### Data supplied
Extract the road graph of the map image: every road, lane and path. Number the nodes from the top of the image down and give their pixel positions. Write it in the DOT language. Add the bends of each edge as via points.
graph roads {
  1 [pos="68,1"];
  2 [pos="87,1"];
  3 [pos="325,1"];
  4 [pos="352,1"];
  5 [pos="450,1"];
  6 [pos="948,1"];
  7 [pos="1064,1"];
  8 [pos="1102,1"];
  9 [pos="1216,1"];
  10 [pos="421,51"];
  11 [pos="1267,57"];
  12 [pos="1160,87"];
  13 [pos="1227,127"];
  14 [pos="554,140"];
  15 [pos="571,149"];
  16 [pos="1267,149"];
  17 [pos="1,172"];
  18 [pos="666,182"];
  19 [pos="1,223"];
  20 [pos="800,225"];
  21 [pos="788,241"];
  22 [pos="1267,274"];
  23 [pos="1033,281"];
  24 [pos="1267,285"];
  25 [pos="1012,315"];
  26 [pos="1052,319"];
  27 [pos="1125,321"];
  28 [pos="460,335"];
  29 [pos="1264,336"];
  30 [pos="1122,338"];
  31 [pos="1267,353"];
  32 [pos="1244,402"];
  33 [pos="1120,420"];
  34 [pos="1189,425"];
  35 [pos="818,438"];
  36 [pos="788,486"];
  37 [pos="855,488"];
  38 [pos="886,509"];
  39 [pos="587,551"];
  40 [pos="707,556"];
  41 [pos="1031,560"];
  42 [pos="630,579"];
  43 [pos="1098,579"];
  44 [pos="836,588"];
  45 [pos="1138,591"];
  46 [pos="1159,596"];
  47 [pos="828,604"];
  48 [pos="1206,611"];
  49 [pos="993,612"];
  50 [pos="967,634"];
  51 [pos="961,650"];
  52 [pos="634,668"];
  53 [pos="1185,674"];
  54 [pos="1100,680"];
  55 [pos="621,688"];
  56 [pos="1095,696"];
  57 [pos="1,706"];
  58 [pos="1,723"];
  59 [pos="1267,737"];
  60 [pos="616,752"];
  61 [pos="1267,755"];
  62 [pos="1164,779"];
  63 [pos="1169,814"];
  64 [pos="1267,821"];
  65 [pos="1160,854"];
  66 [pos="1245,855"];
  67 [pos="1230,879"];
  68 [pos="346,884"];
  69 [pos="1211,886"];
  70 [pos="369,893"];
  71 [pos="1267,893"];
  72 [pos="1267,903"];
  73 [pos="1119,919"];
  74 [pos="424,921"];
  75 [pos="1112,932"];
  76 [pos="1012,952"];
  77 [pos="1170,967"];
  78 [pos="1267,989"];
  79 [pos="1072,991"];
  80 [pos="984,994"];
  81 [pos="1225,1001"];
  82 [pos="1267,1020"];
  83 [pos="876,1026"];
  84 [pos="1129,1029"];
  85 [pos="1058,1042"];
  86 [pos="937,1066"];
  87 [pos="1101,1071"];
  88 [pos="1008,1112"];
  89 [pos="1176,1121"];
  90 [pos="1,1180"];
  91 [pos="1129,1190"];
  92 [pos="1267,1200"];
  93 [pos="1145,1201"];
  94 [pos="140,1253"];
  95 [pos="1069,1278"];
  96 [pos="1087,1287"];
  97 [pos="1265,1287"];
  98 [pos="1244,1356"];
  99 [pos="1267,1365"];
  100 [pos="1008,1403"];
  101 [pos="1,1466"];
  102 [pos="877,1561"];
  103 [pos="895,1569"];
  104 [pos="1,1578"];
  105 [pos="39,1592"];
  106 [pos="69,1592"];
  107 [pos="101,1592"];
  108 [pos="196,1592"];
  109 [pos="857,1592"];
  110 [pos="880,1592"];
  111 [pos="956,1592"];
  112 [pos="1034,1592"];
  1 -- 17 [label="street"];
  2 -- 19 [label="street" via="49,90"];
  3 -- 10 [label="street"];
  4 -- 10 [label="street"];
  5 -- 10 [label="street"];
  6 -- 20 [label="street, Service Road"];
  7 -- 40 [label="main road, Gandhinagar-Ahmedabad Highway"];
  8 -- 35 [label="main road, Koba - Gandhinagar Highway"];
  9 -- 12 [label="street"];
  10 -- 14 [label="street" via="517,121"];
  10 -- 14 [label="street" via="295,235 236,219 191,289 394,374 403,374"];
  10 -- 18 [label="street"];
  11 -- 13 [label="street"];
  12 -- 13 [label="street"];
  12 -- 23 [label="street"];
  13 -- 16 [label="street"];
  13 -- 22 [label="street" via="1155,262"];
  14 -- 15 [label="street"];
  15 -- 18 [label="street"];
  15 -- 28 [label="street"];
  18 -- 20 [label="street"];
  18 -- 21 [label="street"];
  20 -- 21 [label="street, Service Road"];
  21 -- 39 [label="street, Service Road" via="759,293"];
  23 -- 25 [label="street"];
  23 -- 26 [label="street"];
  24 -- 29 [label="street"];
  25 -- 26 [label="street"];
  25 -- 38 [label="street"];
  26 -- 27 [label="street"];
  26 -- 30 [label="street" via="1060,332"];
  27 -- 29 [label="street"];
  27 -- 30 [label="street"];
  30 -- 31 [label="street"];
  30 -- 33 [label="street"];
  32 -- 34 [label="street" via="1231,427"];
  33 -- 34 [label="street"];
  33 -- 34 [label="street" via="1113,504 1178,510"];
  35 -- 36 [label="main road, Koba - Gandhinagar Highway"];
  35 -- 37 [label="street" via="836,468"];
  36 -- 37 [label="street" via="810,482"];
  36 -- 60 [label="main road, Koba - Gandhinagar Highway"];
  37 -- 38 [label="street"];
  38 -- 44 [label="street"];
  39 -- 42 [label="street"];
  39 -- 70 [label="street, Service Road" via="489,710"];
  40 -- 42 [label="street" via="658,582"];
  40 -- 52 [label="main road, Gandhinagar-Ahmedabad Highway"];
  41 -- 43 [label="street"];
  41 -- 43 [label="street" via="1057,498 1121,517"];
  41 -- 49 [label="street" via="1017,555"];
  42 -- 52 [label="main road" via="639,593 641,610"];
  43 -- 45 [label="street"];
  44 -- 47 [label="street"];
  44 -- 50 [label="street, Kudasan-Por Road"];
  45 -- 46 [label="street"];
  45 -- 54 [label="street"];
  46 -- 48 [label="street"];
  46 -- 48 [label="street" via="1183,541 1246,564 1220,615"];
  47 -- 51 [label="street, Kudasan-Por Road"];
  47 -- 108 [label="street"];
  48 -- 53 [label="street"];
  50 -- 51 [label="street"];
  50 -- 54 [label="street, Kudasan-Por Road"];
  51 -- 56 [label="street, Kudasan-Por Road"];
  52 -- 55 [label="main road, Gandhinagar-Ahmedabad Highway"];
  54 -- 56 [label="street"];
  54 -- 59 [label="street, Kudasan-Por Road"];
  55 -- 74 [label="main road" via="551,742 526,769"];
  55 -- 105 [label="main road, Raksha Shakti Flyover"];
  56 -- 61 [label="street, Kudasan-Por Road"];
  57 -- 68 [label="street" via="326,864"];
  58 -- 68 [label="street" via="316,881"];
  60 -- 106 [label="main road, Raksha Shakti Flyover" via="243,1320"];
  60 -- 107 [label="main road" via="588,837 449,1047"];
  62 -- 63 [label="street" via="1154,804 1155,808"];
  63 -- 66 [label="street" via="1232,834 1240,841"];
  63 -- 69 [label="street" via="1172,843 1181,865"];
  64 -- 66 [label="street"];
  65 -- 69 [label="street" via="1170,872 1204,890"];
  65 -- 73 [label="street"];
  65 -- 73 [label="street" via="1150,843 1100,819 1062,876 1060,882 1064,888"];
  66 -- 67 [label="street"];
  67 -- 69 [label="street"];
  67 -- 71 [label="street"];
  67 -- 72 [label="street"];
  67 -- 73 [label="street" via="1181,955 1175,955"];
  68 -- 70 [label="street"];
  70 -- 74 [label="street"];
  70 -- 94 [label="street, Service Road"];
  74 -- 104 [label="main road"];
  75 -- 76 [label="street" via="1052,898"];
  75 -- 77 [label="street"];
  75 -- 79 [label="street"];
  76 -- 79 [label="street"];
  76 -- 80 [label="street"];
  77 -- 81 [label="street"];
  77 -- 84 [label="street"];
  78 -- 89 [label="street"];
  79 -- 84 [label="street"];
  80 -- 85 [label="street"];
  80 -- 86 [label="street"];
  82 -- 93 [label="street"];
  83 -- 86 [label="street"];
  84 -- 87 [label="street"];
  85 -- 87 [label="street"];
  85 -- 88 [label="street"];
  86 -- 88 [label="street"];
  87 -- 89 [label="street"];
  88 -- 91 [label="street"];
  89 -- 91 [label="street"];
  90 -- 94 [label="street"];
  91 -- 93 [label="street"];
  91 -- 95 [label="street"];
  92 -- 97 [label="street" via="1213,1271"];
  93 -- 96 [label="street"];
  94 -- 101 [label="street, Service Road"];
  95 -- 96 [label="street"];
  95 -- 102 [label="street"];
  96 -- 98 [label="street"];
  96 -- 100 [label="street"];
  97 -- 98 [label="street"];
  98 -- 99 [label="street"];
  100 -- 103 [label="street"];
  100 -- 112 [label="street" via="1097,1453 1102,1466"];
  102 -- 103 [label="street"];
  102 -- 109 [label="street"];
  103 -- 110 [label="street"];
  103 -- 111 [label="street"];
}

### Problem description
If a line in the records above holds the string "Raksha", copy it.

### Task solution
  55 -- 105 [label="main road, Raksha Shakti Flyover"];
  60 -- 106 [label="main road, Raksha Shakti Flyover" via="243,1320"];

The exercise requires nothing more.